Ministers must act to help small and micro-firms prepare for new European data protection laws, an expert has warned.
The General Data Protection Regulation (GDPR), expected to come into force in 2018, will have an impact on even very small, one-man businesses, which might struggle to understand what the laws mean in practice.
This was the warning from JP Buckley, lawyer at DLA Piper, at an online seminar hosted by Computing.
Fines for breaches
Proposed changes that could affect small organisations include increased red tape, mandatory appointment of a data protection officer, higher standards of consent, and heftier fines and penalties for non-compliance.
The government and the Information Commissioner’s Office (ICO) should step in to make sure small organisations aren’t caught out, Buckley argued.
He said: “It won’t apply [to small businesses] in the same degree in practice, and I think the likelihood of enforcement action taking place against a relatively small business is pretty low.
“However, I think there is a need for government and other agencies to publish an easy guide to the GDPR for small businesses. That would really help because there are things that will change.”
Small firms that cannot afford lawyers to make sure they are complying with the legislation would potentially be the worst affected. Failure to comply could result in fines of up to 4 per cent of turnover.

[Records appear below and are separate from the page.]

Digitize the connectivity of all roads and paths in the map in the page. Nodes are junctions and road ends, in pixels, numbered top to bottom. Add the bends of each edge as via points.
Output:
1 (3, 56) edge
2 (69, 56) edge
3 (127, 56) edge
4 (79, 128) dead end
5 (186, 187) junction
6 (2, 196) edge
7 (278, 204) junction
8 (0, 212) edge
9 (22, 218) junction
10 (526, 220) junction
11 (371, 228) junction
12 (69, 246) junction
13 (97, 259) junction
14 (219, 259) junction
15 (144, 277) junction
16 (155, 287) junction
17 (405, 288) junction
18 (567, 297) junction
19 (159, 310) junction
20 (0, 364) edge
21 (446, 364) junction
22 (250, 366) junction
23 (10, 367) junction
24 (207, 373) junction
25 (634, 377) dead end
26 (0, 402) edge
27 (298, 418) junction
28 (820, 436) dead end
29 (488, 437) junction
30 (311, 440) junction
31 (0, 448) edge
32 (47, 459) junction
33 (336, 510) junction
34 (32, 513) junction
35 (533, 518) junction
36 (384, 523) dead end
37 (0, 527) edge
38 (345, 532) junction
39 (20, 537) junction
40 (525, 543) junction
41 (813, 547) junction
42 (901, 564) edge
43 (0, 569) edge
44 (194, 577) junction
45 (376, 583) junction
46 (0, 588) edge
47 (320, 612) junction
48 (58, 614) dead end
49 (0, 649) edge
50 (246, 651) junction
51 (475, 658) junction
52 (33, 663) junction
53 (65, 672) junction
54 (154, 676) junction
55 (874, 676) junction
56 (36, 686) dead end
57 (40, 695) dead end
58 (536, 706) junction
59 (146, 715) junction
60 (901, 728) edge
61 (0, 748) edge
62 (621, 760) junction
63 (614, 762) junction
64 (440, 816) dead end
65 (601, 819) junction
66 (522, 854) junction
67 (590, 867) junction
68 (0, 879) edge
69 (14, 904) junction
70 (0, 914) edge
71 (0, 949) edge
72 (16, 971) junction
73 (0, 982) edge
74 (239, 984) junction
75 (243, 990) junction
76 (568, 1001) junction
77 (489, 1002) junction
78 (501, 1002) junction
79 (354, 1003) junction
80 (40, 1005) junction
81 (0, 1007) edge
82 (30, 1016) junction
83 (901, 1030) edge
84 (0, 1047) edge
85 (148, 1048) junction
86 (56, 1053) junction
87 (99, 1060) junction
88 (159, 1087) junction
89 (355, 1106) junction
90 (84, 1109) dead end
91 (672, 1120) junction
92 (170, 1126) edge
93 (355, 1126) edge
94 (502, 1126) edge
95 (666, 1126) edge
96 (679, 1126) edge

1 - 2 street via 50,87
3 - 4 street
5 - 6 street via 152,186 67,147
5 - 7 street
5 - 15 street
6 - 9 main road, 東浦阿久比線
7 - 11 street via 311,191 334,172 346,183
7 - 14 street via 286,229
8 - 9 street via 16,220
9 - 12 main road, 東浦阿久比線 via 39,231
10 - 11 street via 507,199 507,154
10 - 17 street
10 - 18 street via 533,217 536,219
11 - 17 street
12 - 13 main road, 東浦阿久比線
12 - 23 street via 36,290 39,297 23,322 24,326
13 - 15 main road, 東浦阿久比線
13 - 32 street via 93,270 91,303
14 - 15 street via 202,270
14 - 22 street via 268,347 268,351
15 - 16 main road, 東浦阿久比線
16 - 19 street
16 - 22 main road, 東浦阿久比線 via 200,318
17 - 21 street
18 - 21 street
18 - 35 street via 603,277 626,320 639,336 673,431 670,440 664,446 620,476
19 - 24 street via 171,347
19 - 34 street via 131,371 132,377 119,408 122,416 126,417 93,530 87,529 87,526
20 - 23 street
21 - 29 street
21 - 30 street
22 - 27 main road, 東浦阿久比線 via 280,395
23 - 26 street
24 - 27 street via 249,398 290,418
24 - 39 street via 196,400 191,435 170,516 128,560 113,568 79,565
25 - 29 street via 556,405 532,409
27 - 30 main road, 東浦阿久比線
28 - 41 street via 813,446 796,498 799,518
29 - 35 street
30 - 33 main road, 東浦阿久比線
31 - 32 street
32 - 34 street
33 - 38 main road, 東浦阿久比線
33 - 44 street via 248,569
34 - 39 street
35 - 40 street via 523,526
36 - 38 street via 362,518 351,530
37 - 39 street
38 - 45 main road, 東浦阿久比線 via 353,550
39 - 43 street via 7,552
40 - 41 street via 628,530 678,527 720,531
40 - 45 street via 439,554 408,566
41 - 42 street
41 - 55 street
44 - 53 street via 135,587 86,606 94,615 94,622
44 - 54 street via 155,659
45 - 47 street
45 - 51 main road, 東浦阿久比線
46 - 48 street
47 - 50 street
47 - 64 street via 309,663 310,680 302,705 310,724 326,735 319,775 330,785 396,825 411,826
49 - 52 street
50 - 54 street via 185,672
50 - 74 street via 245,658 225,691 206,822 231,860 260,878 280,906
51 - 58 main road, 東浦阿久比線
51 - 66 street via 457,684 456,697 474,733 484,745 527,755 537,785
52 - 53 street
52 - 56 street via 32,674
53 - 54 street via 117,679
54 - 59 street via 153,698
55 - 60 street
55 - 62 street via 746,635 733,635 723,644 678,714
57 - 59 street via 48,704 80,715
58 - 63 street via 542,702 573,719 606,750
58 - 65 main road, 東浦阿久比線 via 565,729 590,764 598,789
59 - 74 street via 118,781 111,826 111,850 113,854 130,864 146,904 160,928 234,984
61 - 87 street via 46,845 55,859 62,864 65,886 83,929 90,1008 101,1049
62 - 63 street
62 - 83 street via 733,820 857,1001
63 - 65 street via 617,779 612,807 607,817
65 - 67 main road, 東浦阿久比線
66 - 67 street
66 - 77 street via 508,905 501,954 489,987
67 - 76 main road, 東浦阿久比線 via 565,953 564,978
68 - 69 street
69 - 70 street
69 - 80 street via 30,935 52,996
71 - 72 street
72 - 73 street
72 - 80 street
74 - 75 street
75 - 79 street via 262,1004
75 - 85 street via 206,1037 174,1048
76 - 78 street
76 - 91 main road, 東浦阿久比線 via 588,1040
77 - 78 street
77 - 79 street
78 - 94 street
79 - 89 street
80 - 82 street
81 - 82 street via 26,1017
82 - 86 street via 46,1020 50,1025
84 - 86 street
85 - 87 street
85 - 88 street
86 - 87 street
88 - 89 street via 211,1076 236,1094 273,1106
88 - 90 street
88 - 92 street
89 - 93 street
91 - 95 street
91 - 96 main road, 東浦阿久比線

Buckley added: “People need to understand what their obligations are and SMBs really don’t want to have to go to lawyers or technical experts to do that. They want something that they can read, understand and apply themselves.”
Responding, the ICO pledged to publish an assessment tool when the GDPR comes into force. “The details of the GDPR won’t be finalised until the spring and it will be another two years before it’s implemented,” an ICO spokesperson said.